Work around network timeouts: In general, clients should be designed not to block indefinitely and to always use timeouts when waiting for a response. Using timeouts ensures that resources are never tied up indefinitely.

Use retries with exponential backoff. This technique helps to avoid short and intermittent failures by performing call retries a certain number of times, in case the service was not available only for a short time. This might occur due to intermittent network issues or when a microservice/container is moved to a different node in a cluster. However, if these retries are not designed properly with circuit breakers, it can aggravate the ripple effects, ultimately even causing a Denial of Service (DoS).

Use the Circuit Breaker pattern. In this approach, the client process tracks the number of failed requests. If the error rate exceeds a configured limit, a “circuit breaker” trips so that further attempts fail immediately. (If a large number of requests are failing, that suggests the service is unavailable and that sending requests is pointless.) After a timeout period, the client should try again and, if the new requests are successful, close the circuit breaker.

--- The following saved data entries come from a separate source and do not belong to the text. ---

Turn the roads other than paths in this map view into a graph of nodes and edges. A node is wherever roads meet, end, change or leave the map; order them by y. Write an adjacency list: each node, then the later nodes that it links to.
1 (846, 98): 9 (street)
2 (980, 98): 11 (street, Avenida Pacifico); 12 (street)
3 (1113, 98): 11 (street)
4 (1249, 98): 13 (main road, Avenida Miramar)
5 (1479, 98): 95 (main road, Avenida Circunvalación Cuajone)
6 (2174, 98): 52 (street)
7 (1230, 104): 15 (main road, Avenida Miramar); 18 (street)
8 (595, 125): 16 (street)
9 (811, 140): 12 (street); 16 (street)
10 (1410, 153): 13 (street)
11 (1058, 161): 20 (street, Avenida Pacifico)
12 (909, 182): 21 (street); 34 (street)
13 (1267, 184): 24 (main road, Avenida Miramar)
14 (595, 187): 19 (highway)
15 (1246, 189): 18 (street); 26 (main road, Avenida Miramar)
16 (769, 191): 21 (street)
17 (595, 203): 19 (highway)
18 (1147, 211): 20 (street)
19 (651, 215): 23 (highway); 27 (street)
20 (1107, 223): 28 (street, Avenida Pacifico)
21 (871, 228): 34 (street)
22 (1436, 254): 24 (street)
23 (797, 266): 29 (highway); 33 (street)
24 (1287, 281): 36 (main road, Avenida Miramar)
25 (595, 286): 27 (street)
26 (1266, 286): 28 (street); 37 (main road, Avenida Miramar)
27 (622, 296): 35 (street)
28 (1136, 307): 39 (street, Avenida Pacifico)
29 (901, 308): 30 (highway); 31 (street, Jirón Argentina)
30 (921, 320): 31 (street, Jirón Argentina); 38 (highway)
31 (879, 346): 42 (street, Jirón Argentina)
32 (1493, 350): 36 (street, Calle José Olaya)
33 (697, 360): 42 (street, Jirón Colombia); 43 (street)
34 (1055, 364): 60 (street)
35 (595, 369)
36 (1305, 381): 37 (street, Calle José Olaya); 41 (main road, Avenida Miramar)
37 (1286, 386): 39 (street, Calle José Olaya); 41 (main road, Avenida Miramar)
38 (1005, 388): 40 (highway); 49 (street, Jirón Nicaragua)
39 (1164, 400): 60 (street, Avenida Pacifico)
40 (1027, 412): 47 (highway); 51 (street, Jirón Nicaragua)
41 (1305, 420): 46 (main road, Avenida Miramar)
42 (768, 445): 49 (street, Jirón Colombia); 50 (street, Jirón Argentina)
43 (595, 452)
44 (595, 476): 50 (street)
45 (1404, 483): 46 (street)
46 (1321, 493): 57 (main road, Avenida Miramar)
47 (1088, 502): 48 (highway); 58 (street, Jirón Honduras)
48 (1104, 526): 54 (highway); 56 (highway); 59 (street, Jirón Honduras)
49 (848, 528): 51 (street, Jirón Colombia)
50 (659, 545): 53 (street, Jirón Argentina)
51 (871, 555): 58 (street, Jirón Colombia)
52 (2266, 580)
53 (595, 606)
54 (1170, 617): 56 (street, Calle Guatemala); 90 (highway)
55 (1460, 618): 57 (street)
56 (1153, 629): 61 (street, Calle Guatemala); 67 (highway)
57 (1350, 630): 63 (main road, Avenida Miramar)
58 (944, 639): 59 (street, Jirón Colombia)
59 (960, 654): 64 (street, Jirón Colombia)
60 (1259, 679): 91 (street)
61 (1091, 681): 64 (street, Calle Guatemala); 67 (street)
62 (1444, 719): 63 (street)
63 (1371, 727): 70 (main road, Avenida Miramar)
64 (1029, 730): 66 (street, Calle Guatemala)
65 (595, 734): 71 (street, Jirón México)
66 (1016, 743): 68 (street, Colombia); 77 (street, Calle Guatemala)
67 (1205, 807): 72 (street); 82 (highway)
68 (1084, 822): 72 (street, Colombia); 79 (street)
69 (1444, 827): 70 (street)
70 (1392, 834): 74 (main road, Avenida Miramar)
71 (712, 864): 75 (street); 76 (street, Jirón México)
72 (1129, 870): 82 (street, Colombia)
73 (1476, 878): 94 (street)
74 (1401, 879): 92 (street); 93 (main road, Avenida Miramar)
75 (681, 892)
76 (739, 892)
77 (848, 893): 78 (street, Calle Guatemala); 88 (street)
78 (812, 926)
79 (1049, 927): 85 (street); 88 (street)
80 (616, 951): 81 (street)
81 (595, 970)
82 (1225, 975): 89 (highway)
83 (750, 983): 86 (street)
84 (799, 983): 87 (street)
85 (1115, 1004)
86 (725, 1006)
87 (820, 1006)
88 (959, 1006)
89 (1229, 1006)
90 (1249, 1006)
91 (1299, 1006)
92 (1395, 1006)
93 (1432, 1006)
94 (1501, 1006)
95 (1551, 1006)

Provide Fallback : When the the service request fails after retry, we need an alternative response to the request. Fallback provides an alternative solution during a service request failure. When the circuit breaker trips and the circuit is open, a fallback logic can be started instead. The fallback logic typically does little or no processing, and return value. Fallback logic must have little chance of failing, because it is running as a result of a failure to begin with.

In this approach, the client process performs fallback logic when a request fails, such as returning cached data or a default value. This is an approach suitable for queries, and is more complex for updates or commands.

Limit the number of queued requests : Clients should also impose an upper bound on the number of outstanding requests that a client microservice can send to a particular service. If the limit has been reached, it’s probably pointless to make additional requests, and those attempts should fail immediately. In terms of implementation, the Polly Bulkhead Isolation policy can be used to fulfill this requirement.

Throttling or Rate limiting is configured as a threshold on the maximum number of requests that can be made during a specific time period. For example, a throttle can be defined as a maximum number of requests per second, a maximum number of requests per day, or both.

When a threshold is reached, more requests arrive than can be processed. The throttled messages must be queued or rejected. If a queuing solution is implemented, all messages are put into a first-in first-out (FIFO) queue. When the service has capacity, it retrieves messages from this queue and processes them. When the request rate is greater, the available capacity messages are processed in order and are not lost. If a rejection solution is implemented and no spare capacity is available, messages are discarded.